Texas state law prohibits even licensed vets from giving animal advice without examining the animal first.
“If you have a cat, make sure its diet contains plenty of taurine. Otherwise it will go blind.”
That common-sense piece of advice might be illegal in Texas, even if a licensed veterinarian writes it. Texas state law forbids “a veterinarian-client-patient relationship” that is “established solely by telephone or electronic means.”
That’s something a 69-year-old veterinarian named Ronald Hines learned the hard way.
Hines has been a veterinarian since 1966, practicing until a disability forced him to retire in 2002. He settled in Brownsville, Texas and, with a retiree’s free time on his hands, started a website answering common veterinary questions. He also gave direct answers to questions asked over the Internet, sometimes for free and sometimes for a small fee… and that’s where he ran afoul of Texas law, which forbids a veterinarian from opining on an animal’s condition without first physically examining the animal.
The Texas State Board of Veterinary Medical Examiners suspended Hines’ veterinary license on March 25, and even made him retake portions of the state veterinary license exam.
“It shouldn’t be illegal for a veterinarian to give veterinary advice. Texas is using a 19th century regulatory model to suppress a 21st century technology. The Supreme Court has recognized that advice is protected speech, and this lawsuit is about ensuring that the Internet can be used to communicate professional advice better, faster, and more cheaply than has ever been possible.”

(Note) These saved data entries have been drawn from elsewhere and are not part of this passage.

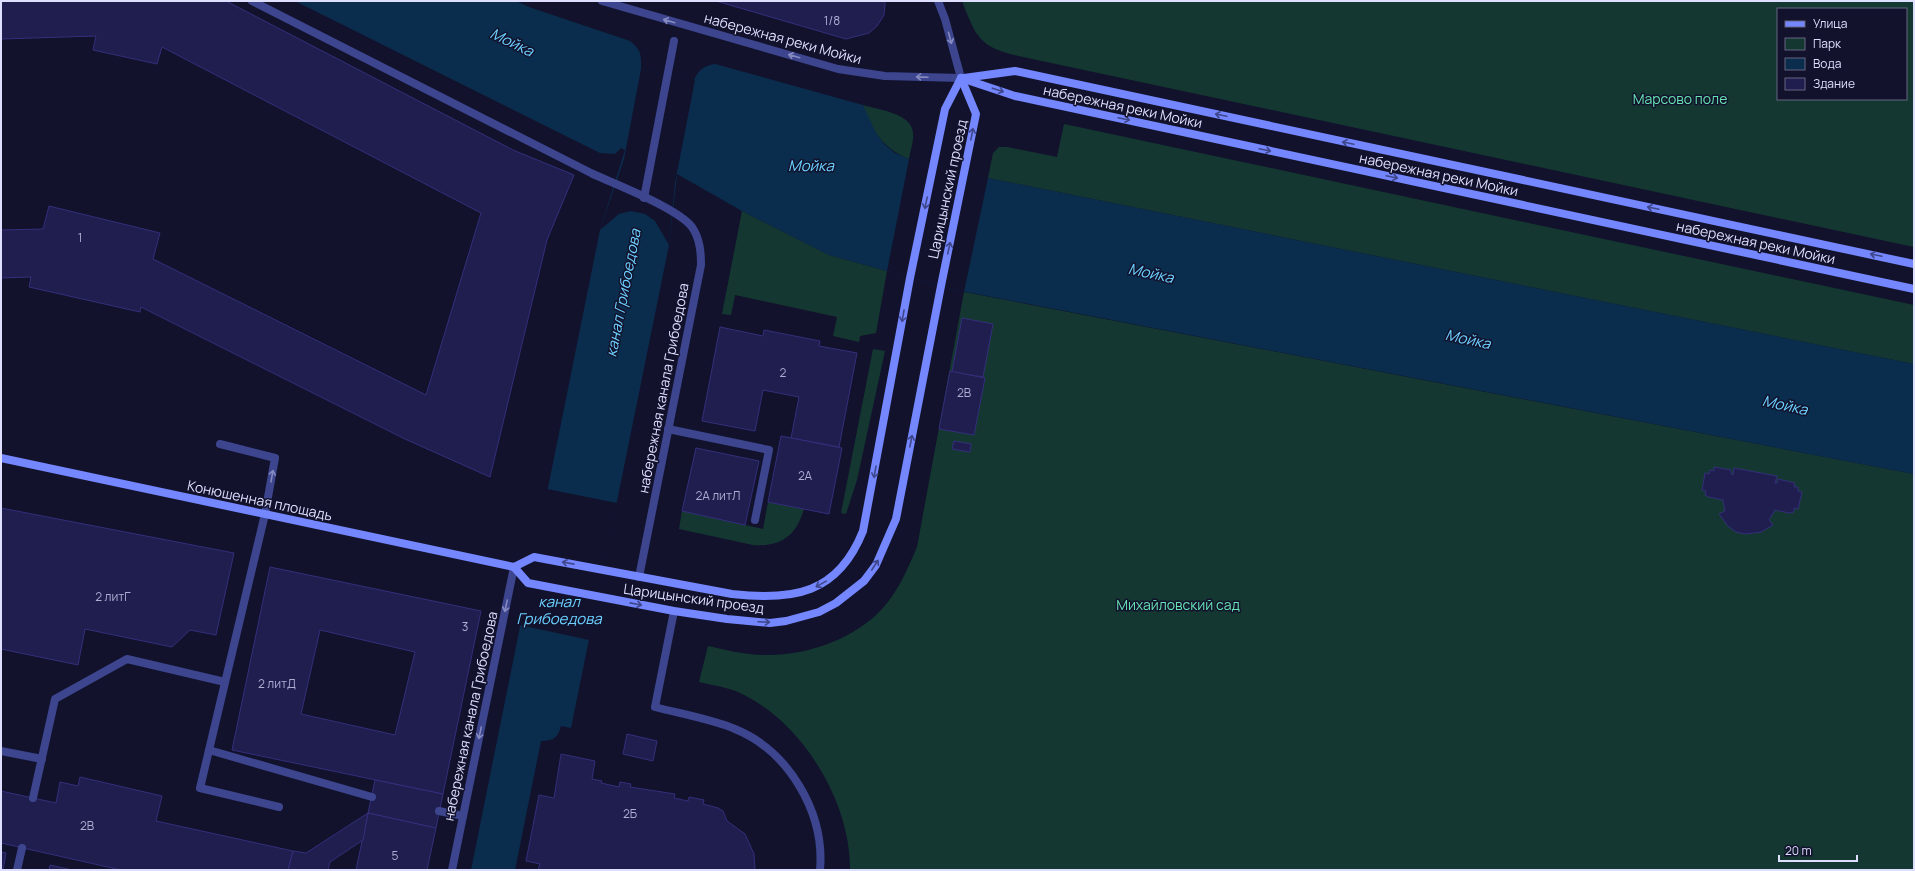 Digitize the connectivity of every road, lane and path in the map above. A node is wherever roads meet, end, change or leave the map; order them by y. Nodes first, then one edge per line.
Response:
1 (252, 1) edge
2 (602, 1) edge
3 (938, 1) edge
4 (674, 41) dead end
5 (961, 78) junction
6 (644, 198) junction
7 (1914, 264) edge
8 (1914, 289) edge
9 (668, 429) junction
10 (220, 444) dead end
11 (1, 458) edge
12 (265, 514) junction
13 (755, 520) dead end
14 (514, 567) junction
15 (639, 577) junction
16 (674, 611) junction
17 (225, 682) junction
18 (209, 750) junction
19 (1, 751) edge
20 (42, 759) junction
21 (372, 797) dead end
22 (33, 798) dead end
23 (279, 807) dead end
24 (439, 811) dead end
25 (463, 816) junction
26 (22, 848) dead end
27 (17, 870) edge
28 (452, 870) edge
29 (820, 870) edge

1 - 6 street, набережная канала Грибоедова
5 -> 2 street, набережная реки Мойки
3 -> 5 street
4 - 6 street
7 -> 5 main road, набережная реки Мойки
5 -> 8 main road, набережная реки Мойки
5 -> 15 main road, Царицынский проезд
16 -> 5 main road, Царицынский проезд
6 - 9 street, набережная канала Грибоедова
9 - 13 street
9 - 15 street, набережная канала Грибоедова
12 -> 10 street
11 - 12 main road, Конюшенная площадь
12 - 14 main road, Конюшенная площадь
12 - 17 street
15 -> 14 main road, Царицынский проезд
14 -> 16 main road, Царицынский проезд
14 -> 25 street, набережная канала Грибоедова
16 - 29 street
17 - 18 street
17 - 20 street
18 - 21 street
18 - 23 street
19 - 20 street
20 - 22 street
24 - 25 street
25 - 28 street, набережная канала Грибоедова
26 - 27 street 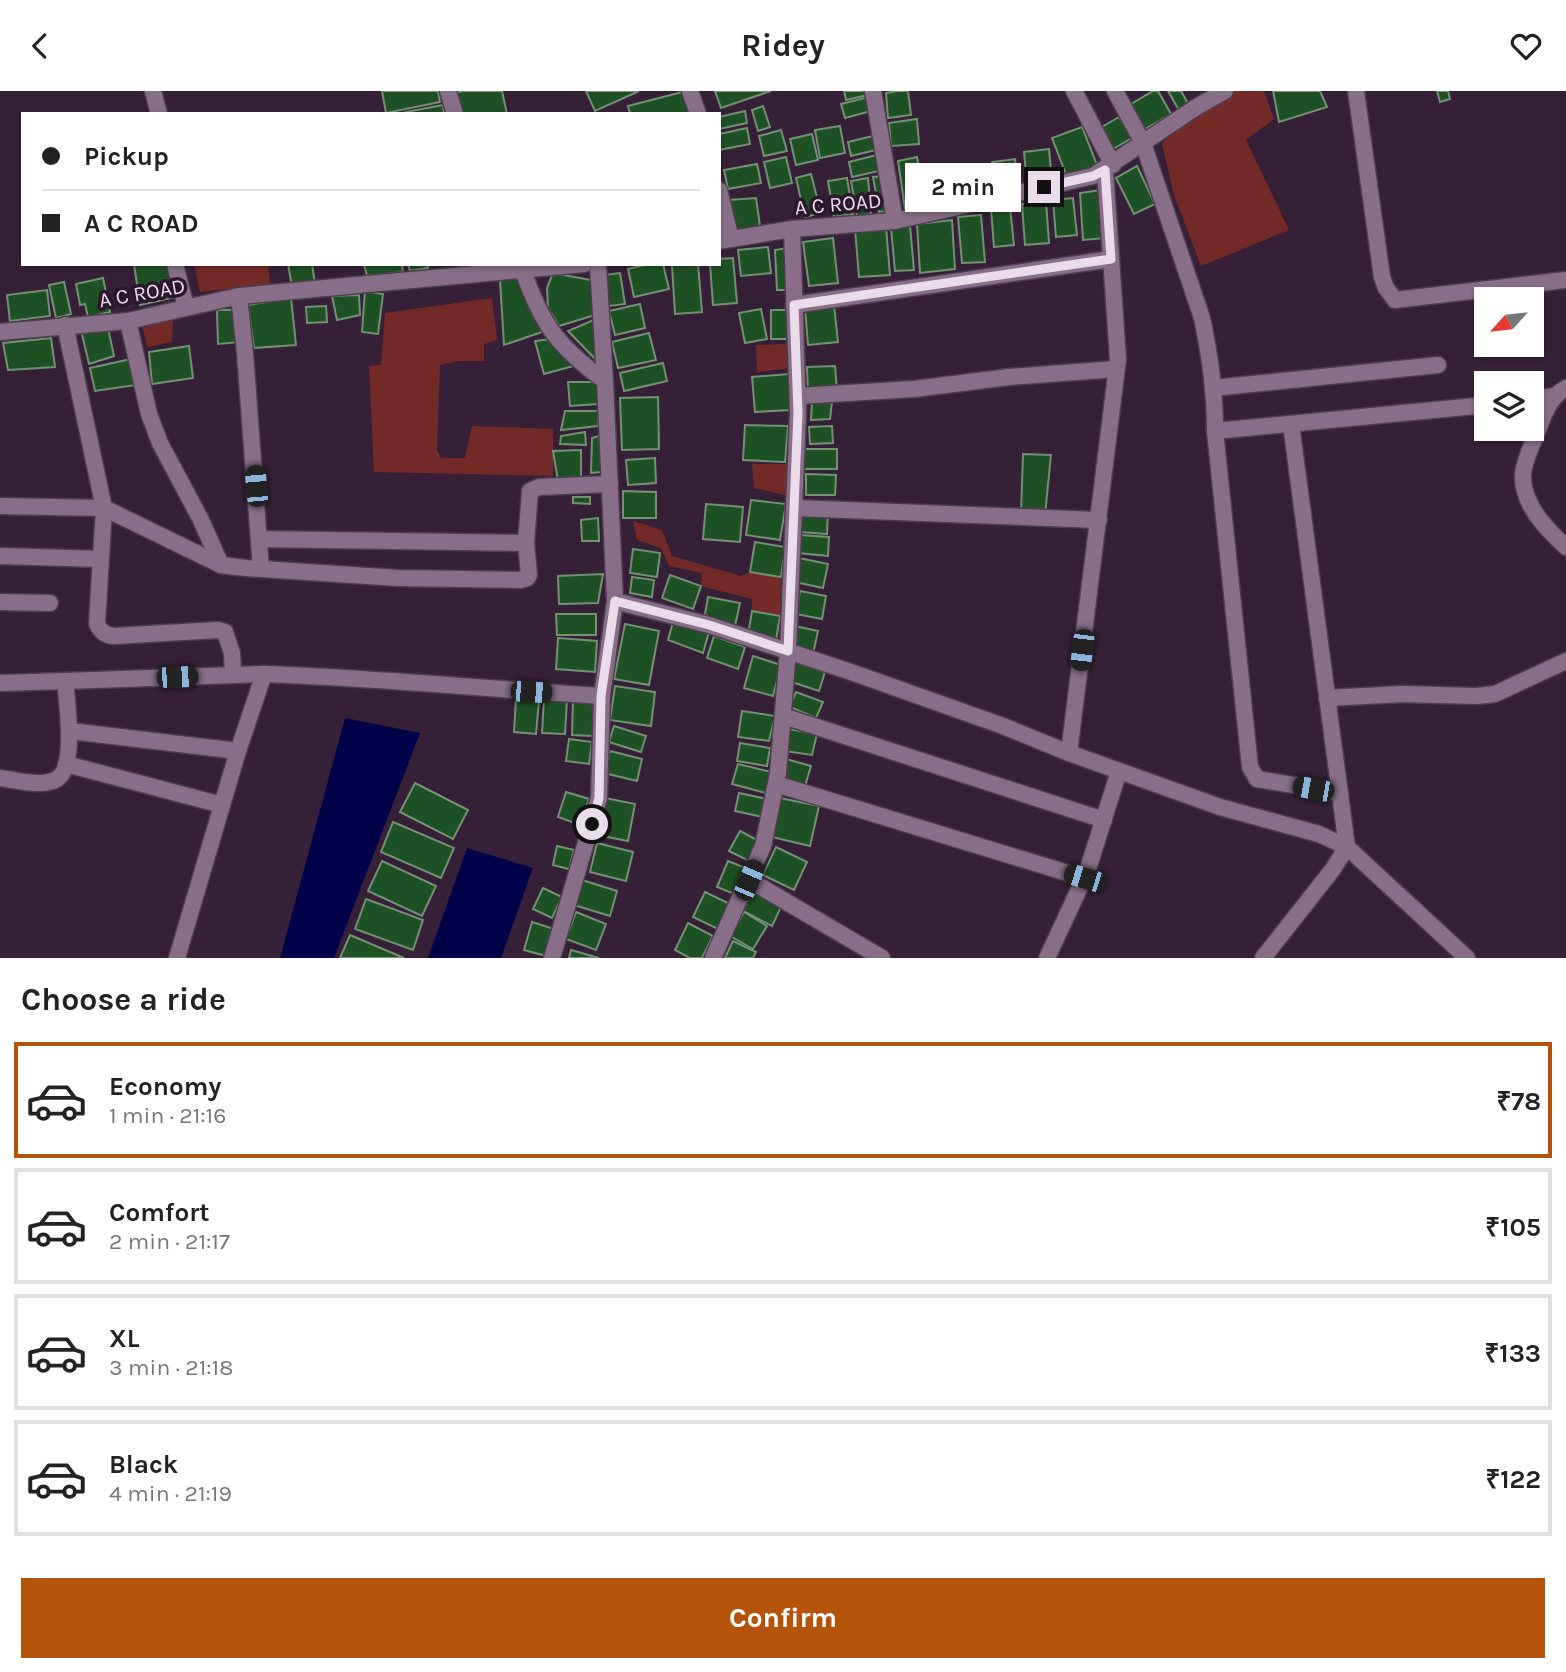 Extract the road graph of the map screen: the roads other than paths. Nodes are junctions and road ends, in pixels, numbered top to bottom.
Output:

The Institute for Justice views the matter primarily as a First Amendment issue: Where does the government’s authority to license and regulate certain occupations infringe upon the constitutional guarantee of free speech?
Texas is not the only state with licensing laws that affect online speech, and Hines isn’t the only blogger to run afoul of them. Last year, a diabetic blogger named Steve Cooksey faced four months in prison for urging readers to follow the so-called “Paleo diet.” The state of North Carolina claimed Cooksey’s blog constituted “practic[ing] dietetics or nutrition” without a license.
Meanwhile, Cooksey still maintains his blog, but now includes (plausibly sarcastic) disclaimers urging readers to ignore everything in it. For example, a post from January 16, 2013, titled “Listen to the experts of diabetes care?” starts out by saying, “Whatever you do … do NOT listen to me!!! I was: someone who was drug and insulin dependent, taking (4) insulin shots per day, just to survive. Today: and since March ’09 I have been completely drug and insulin free [….] Do NOT LISTEN TO ME! Here’s how I eat, click here. ”
It is far too early yet to predict how courts will rule in Hines’ case, or if courts will listen to it at all. The IJ press release noted that, though the U.S. Supreme Court has ruled that giving advice qualifies as constitutionally protected free speech, the court has not considered the question as it applies to giving licensed-occupation advice over the Internet.
The issue is arising more and more at the state level, however. Last month, for example, the Illinois legislature voted to overthrow a 10-year-old law mandating that only licensed dietitians could give “nutritional counseling.” But a nutritional precedent in Illinois is unlikely to help Hines, a veterinary blogger in Texas.